Material provided START
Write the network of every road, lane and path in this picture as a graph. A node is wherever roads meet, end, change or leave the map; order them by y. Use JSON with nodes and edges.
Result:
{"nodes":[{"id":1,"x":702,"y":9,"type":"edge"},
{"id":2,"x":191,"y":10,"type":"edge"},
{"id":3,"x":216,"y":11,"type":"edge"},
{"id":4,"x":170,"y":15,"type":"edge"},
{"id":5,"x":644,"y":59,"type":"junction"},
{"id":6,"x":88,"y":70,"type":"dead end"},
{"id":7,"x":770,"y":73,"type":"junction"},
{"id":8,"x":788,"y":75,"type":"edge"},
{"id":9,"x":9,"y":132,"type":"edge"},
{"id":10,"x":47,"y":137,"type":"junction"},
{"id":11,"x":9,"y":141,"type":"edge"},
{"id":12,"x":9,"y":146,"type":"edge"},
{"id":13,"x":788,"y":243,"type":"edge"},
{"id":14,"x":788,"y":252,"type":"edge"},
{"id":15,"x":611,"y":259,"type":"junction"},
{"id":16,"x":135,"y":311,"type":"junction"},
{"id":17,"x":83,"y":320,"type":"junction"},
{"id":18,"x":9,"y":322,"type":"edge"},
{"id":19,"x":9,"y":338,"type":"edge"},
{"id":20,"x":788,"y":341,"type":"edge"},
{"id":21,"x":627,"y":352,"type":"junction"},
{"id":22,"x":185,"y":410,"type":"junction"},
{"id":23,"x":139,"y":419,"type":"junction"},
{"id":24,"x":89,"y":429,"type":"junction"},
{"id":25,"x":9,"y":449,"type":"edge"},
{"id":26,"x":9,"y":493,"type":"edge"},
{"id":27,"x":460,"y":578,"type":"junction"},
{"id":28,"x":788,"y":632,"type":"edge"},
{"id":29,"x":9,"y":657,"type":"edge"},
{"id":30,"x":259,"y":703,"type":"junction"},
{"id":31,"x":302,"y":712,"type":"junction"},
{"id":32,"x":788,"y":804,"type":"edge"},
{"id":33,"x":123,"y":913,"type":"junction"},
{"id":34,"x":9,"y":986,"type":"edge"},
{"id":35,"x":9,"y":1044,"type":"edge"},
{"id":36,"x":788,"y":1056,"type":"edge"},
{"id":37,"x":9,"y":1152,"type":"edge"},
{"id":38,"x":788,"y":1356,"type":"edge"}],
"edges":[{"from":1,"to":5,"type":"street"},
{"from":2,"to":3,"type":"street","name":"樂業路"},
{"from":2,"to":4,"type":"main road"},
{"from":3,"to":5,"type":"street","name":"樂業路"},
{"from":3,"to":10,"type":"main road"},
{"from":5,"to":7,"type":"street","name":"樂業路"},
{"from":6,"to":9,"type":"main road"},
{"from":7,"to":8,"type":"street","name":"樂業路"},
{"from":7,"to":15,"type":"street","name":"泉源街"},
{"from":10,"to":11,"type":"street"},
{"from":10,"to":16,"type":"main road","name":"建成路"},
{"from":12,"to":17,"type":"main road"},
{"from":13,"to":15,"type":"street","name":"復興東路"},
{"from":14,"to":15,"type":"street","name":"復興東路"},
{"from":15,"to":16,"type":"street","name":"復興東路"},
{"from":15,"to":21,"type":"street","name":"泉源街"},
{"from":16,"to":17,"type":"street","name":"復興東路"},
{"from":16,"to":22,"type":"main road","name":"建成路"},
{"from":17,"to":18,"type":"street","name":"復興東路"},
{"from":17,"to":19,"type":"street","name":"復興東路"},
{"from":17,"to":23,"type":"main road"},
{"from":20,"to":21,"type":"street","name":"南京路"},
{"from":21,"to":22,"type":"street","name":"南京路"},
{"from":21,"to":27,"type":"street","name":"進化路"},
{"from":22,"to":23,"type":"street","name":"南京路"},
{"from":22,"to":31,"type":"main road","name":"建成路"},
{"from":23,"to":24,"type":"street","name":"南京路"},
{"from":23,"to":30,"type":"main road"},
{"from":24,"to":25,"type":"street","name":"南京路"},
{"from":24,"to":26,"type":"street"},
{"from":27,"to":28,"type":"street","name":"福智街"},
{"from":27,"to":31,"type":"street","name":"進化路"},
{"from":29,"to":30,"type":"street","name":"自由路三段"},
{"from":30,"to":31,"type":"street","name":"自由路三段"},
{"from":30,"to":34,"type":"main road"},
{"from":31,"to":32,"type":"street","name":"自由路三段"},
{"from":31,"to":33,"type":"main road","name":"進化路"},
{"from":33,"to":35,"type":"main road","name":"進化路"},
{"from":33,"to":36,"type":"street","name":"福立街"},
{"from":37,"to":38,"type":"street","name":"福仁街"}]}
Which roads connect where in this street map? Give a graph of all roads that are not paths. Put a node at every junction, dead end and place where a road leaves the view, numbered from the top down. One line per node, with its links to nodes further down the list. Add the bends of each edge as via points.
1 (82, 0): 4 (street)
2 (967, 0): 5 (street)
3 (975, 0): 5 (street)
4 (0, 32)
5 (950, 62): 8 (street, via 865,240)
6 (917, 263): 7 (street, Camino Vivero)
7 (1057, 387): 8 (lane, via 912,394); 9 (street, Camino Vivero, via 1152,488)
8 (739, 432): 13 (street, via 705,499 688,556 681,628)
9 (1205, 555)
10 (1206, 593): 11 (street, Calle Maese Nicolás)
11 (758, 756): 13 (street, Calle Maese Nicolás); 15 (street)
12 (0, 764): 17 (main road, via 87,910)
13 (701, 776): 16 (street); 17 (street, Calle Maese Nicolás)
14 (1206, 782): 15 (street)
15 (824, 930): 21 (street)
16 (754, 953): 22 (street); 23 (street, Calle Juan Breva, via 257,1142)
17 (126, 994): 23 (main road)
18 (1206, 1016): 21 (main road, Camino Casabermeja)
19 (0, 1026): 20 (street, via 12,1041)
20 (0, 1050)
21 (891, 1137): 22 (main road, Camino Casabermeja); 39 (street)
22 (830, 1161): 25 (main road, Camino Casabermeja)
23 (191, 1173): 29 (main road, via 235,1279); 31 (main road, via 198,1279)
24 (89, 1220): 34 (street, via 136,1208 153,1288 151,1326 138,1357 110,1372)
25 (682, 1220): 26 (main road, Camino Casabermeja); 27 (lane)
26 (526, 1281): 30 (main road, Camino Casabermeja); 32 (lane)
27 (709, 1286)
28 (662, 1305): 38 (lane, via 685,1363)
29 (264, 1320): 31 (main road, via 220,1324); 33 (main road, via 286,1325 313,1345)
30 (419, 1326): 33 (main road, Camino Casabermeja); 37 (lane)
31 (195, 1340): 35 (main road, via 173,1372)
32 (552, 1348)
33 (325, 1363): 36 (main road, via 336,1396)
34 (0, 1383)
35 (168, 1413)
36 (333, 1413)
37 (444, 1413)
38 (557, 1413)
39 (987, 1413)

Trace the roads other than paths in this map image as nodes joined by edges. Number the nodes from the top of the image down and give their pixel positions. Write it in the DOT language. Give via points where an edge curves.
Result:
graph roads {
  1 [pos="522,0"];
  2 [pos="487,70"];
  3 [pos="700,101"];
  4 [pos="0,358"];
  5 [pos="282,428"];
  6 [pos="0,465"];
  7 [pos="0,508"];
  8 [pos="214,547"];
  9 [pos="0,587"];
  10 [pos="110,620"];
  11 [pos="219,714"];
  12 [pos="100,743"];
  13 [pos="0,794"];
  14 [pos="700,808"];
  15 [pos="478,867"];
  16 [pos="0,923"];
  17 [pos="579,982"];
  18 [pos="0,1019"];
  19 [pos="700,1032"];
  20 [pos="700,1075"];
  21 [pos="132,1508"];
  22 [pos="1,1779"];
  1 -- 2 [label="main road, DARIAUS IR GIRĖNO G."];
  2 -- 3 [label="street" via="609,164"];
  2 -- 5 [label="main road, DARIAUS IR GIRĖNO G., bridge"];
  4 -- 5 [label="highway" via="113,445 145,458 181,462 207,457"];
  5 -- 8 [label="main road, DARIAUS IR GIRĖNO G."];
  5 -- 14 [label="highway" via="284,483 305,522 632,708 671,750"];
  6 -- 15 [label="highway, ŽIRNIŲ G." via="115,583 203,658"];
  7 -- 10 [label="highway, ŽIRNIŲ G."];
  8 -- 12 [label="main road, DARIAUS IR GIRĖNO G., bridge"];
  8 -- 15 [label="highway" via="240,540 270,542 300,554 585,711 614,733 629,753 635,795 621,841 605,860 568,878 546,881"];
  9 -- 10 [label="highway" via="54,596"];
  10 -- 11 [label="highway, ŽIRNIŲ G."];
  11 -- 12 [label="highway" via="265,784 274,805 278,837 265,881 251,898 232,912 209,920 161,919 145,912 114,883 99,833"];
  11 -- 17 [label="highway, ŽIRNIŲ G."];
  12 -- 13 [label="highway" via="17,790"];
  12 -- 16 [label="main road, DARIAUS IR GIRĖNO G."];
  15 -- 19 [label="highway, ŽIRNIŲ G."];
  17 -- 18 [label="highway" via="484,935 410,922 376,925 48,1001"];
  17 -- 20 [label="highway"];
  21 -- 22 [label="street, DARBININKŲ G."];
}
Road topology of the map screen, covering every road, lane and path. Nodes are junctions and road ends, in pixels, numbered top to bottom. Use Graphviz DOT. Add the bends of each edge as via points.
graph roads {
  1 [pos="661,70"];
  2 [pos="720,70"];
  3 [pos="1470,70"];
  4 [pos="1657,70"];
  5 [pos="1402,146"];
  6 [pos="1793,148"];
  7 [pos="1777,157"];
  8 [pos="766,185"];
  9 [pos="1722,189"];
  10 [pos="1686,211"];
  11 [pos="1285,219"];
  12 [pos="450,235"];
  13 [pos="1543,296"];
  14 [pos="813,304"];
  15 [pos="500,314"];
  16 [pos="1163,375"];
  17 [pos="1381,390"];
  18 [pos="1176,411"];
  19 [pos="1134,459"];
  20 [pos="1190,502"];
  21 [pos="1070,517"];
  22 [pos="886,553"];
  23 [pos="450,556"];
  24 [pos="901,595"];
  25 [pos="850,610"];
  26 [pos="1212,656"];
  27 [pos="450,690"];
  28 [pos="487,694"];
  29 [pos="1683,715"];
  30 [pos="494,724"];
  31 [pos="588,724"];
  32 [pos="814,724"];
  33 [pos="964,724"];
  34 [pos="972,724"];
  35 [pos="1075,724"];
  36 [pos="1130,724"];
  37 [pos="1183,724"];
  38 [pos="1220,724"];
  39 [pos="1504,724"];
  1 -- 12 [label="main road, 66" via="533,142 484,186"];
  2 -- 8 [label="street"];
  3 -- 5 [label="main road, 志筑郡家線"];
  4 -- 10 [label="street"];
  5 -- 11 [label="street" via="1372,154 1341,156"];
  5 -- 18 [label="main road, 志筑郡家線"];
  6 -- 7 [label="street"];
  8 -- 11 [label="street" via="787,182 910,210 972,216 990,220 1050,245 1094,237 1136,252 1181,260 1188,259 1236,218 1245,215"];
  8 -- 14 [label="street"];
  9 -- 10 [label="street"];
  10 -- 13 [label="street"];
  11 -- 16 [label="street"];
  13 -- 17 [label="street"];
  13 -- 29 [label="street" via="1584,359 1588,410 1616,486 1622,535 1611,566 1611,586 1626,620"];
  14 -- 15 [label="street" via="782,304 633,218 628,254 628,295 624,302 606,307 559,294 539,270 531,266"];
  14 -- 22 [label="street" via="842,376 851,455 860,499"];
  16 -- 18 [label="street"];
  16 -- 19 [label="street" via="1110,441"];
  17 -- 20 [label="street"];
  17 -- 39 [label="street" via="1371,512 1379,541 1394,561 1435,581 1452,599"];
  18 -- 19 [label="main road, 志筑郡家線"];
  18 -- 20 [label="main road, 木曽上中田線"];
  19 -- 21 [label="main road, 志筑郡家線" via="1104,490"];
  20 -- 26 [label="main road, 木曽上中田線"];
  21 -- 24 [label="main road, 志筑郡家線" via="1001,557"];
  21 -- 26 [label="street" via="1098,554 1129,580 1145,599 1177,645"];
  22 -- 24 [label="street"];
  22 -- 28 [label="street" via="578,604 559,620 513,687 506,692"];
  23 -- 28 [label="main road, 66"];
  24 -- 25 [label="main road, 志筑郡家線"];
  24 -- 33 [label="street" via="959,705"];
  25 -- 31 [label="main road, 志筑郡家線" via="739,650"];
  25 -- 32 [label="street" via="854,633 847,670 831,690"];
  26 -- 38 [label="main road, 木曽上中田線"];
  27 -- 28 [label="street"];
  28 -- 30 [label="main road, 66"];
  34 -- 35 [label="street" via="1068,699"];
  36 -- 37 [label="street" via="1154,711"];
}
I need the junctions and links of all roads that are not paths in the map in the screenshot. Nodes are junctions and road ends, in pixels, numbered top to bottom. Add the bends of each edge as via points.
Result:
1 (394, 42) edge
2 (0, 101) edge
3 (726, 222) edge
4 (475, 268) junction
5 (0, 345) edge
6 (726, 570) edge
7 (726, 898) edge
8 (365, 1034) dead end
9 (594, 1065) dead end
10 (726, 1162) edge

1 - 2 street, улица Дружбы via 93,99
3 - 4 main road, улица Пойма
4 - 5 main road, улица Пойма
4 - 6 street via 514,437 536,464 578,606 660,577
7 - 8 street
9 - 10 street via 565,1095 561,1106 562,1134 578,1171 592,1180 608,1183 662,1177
Material provided END
* [Directions]: In the entries, how many lines include the string "自由路三段"? Only the number should be given.

* [Problem solution]: 3